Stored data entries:
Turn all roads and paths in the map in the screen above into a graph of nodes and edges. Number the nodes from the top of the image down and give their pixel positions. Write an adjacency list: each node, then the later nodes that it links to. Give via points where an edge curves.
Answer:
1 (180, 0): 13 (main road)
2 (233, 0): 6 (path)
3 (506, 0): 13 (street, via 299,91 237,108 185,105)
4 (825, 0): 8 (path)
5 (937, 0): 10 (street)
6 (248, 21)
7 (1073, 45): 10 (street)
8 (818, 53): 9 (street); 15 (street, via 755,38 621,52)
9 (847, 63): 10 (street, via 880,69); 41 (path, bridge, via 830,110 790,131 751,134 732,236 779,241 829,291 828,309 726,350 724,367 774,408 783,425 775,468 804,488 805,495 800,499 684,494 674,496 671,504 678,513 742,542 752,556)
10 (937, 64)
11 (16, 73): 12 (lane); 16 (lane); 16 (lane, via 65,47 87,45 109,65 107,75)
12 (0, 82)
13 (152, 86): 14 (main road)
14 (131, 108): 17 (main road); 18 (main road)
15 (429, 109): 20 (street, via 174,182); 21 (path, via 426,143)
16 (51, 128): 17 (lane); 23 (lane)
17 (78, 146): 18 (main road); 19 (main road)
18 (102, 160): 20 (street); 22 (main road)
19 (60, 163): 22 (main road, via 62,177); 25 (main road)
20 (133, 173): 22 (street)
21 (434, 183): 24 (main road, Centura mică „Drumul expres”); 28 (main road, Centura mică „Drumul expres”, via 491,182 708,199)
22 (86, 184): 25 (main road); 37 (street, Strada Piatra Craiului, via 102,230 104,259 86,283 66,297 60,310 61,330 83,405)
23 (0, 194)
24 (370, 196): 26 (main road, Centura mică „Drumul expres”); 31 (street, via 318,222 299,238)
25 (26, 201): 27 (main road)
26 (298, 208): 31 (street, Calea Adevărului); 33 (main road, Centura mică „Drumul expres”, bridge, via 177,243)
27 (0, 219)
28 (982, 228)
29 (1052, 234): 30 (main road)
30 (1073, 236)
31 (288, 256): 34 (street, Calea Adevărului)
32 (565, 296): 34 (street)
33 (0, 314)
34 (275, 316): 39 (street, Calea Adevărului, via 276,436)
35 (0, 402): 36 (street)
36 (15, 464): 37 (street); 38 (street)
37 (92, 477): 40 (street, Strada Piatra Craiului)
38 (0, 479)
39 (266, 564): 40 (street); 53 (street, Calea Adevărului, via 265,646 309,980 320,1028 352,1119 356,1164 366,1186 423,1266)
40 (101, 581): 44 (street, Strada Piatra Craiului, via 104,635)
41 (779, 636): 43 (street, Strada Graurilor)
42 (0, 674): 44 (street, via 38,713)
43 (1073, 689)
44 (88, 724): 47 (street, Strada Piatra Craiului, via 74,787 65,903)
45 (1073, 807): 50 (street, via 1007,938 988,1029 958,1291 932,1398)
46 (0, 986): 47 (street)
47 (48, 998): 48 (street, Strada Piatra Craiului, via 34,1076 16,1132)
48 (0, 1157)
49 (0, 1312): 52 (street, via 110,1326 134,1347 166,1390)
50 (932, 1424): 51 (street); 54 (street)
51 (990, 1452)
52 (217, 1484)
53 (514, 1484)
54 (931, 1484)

---

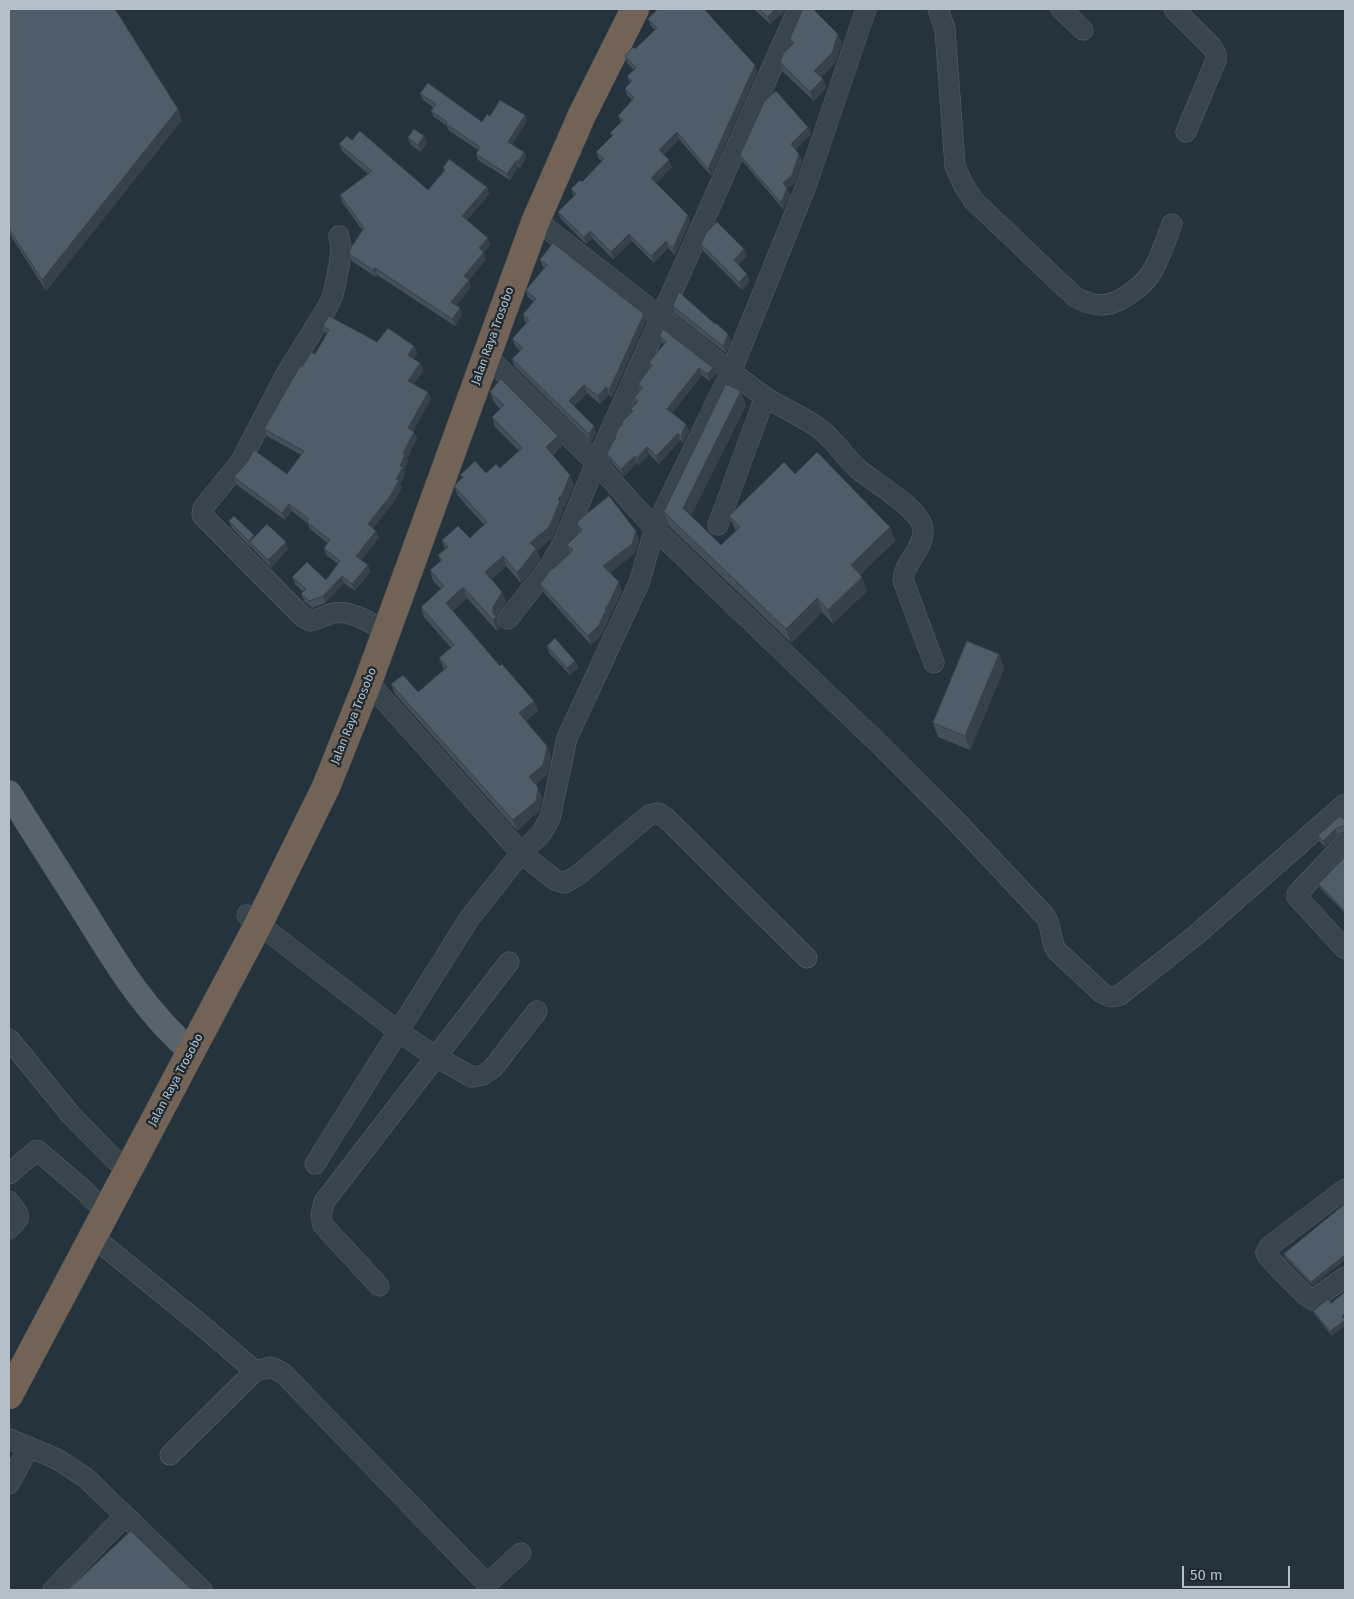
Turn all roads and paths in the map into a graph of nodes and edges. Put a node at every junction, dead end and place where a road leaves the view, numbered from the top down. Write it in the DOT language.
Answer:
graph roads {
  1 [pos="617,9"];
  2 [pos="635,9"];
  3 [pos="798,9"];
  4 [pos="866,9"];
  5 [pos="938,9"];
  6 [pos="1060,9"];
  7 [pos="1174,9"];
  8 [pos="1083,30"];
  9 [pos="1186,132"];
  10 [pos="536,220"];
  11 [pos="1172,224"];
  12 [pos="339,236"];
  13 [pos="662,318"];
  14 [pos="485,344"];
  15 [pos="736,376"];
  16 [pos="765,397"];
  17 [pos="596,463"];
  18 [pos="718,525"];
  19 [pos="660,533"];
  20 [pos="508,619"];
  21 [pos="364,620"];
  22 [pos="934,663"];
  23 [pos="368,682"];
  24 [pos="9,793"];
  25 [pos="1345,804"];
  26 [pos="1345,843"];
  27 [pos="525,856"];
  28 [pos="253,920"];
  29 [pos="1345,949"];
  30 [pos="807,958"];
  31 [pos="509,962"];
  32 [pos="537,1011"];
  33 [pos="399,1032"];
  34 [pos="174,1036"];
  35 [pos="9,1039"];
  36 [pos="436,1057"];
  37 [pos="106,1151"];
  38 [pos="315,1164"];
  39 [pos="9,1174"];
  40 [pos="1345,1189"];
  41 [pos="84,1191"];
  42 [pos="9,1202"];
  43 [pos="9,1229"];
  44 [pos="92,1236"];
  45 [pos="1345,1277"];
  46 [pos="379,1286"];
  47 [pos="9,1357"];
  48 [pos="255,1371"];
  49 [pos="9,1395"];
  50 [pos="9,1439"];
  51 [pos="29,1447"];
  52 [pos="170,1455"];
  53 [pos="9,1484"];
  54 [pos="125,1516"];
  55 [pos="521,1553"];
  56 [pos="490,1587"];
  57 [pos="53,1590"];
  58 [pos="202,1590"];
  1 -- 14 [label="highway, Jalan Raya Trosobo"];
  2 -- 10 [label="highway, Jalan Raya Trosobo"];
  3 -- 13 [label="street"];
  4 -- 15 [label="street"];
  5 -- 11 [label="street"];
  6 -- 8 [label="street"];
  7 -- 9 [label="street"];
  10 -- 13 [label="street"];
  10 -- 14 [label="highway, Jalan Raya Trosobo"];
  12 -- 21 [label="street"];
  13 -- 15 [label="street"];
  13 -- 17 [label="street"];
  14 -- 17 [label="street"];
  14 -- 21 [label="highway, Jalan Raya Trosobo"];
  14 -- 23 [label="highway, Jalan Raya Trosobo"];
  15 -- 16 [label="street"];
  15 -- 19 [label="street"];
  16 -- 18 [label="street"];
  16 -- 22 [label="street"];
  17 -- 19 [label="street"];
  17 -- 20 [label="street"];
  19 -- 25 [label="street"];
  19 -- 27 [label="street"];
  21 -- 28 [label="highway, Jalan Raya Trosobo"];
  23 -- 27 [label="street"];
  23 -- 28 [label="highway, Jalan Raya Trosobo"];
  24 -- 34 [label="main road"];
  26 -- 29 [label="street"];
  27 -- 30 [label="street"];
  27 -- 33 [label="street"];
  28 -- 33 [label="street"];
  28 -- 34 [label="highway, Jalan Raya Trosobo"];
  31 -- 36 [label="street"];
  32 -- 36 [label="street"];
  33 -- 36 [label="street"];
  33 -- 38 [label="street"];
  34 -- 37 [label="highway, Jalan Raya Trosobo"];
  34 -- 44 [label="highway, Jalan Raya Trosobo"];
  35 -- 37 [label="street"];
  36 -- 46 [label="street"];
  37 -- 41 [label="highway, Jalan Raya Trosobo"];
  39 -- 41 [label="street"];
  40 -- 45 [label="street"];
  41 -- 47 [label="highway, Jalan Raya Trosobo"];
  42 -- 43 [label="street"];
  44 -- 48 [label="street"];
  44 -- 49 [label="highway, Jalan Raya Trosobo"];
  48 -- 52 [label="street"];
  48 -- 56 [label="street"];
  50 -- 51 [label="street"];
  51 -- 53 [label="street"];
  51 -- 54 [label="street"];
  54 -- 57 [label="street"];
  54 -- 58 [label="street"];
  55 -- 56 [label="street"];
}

**To do:** Work out how many lines of the records contain the string "Turn". Nothing but the number should be written.

**Solution for this problem:** 2